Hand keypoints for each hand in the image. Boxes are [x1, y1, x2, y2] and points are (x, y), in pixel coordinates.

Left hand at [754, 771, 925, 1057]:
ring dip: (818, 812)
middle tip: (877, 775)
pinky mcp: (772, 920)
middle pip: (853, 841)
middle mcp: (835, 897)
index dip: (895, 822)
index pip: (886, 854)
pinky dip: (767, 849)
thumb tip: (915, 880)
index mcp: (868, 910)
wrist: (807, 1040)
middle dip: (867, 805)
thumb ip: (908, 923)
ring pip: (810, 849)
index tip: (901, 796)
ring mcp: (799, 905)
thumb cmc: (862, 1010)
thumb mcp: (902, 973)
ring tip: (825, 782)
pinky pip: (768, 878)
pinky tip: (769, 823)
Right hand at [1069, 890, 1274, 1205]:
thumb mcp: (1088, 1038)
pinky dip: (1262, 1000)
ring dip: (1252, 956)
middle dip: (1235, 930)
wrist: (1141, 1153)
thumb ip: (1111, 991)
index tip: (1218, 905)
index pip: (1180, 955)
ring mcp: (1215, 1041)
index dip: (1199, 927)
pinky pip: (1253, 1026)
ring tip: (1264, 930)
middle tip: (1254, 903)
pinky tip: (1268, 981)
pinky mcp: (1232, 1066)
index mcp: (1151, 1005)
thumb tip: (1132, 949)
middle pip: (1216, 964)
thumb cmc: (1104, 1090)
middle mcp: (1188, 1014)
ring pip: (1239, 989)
.....
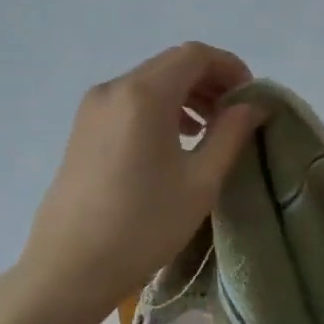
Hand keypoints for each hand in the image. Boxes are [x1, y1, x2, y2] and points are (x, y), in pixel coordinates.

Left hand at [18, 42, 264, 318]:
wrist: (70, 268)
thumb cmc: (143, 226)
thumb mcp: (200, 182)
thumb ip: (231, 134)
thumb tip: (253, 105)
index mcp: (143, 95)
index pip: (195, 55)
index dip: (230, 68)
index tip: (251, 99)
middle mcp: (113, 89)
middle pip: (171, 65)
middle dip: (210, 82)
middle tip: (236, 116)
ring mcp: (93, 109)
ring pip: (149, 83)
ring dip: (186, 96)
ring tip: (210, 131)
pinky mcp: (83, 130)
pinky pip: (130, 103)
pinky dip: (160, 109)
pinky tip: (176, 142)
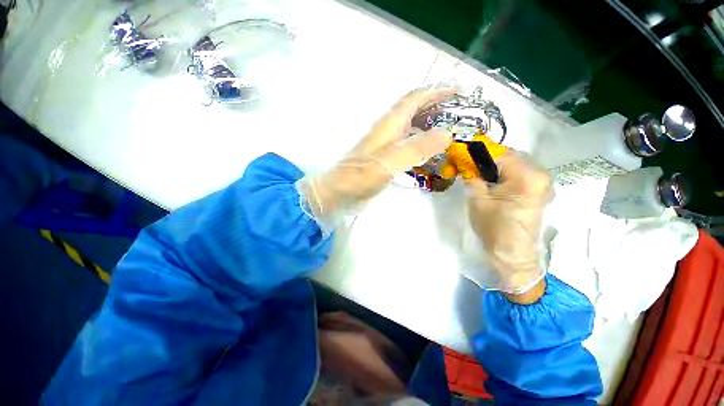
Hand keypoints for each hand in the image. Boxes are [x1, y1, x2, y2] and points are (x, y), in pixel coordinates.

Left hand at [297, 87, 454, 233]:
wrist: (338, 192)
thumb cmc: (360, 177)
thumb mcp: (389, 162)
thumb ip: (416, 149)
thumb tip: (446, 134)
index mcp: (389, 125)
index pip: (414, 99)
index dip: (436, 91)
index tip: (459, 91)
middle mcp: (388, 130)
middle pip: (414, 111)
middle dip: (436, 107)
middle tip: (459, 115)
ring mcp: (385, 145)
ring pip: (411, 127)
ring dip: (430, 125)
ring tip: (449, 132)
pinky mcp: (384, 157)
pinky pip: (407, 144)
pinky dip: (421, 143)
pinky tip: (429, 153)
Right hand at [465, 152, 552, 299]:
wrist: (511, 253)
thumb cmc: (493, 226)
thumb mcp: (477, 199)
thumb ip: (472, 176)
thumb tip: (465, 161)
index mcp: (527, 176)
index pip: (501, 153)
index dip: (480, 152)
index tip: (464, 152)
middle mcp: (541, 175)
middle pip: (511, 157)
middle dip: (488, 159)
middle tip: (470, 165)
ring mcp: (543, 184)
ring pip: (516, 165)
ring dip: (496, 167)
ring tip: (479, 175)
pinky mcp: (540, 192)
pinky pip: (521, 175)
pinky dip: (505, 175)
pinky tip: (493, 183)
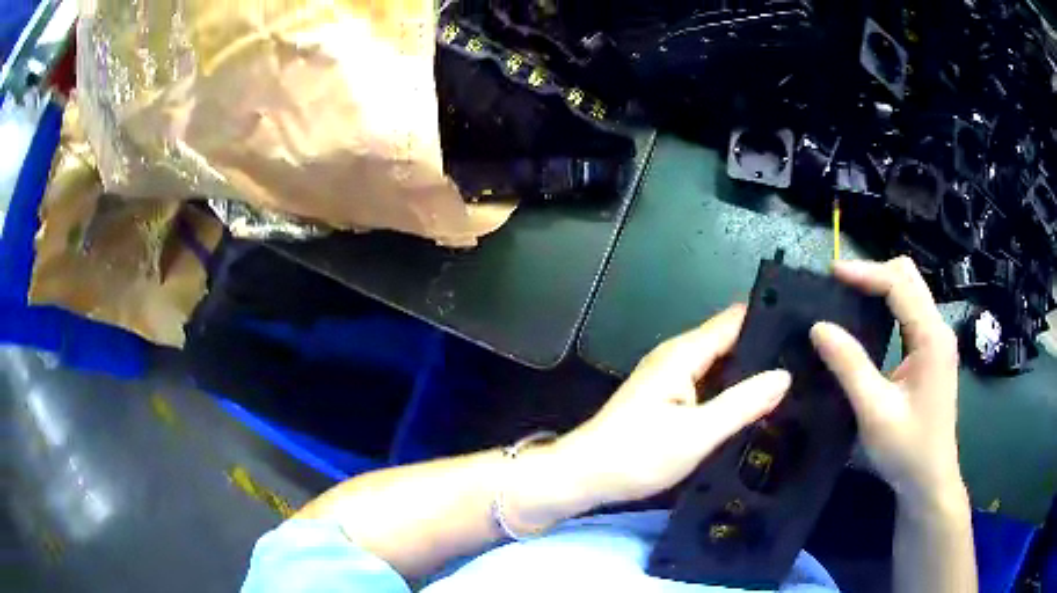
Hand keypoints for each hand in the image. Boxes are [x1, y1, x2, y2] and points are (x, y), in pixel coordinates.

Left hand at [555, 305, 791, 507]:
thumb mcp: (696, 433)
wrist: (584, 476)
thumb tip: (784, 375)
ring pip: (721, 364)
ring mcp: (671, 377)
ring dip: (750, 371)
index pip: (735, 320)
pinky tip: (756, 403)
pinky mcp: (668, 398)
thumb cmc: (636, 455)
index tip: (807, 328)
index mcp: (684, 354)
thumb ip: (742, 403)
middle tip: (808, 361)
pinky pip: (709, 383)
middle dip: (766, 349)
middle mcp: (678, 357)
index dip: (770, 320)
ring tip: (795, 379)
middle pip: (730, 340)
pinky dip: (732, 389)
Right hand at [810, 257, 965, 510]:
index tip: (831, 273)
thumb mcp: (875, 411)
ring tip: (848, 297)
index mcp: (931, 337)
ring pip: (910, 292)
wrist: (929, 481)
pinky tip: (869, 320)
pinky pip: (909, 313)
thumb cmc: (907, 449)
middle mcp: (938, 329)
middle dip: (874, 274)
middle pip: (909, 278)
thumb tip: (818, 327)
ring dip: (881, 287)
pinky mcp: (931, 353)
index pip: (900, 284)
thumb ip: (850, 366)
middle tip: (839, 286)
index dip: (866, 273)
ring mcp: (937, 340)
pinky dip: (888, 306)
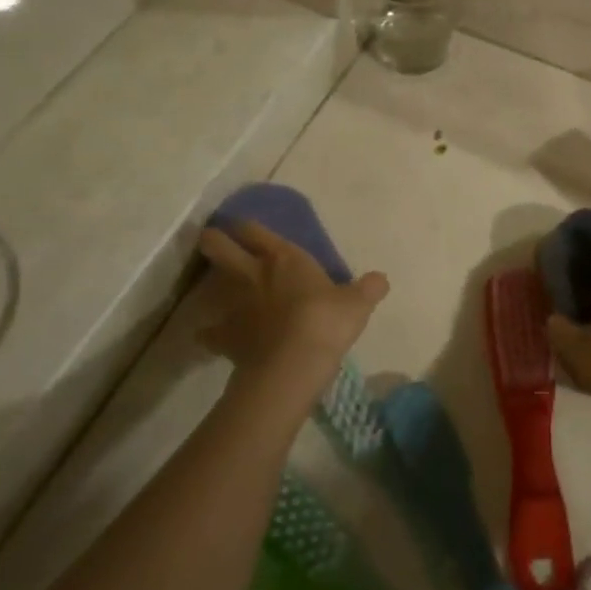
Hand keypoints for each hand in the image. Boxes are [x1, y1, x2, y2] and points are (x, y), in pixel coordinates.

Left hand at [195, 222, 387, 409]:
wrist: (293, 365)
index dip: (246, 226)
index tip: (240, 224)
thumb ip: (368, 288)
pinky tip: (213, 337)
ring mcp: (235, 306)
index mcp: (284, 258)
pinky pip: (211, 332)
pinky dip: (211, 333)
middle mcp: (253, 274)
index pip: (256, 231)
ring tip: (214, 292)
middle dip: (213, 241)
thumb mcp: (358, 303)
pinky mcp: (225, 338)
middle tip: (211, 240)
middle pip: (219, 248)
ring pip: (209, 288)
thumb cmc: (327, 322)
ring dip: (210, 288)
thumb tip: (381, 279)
.....
Lines with the string "Left": pick each one out of the material and return it.

#### [Expected answer]
Left hand at [754, 771, 925, 1057]:
Left hand at [18, 42, 264, 318]:
Left hand at [297, 87, 454, 233]:
Left hand at [555, 305, 791, 507]:
Left hand at [195, 222, 387, 409]:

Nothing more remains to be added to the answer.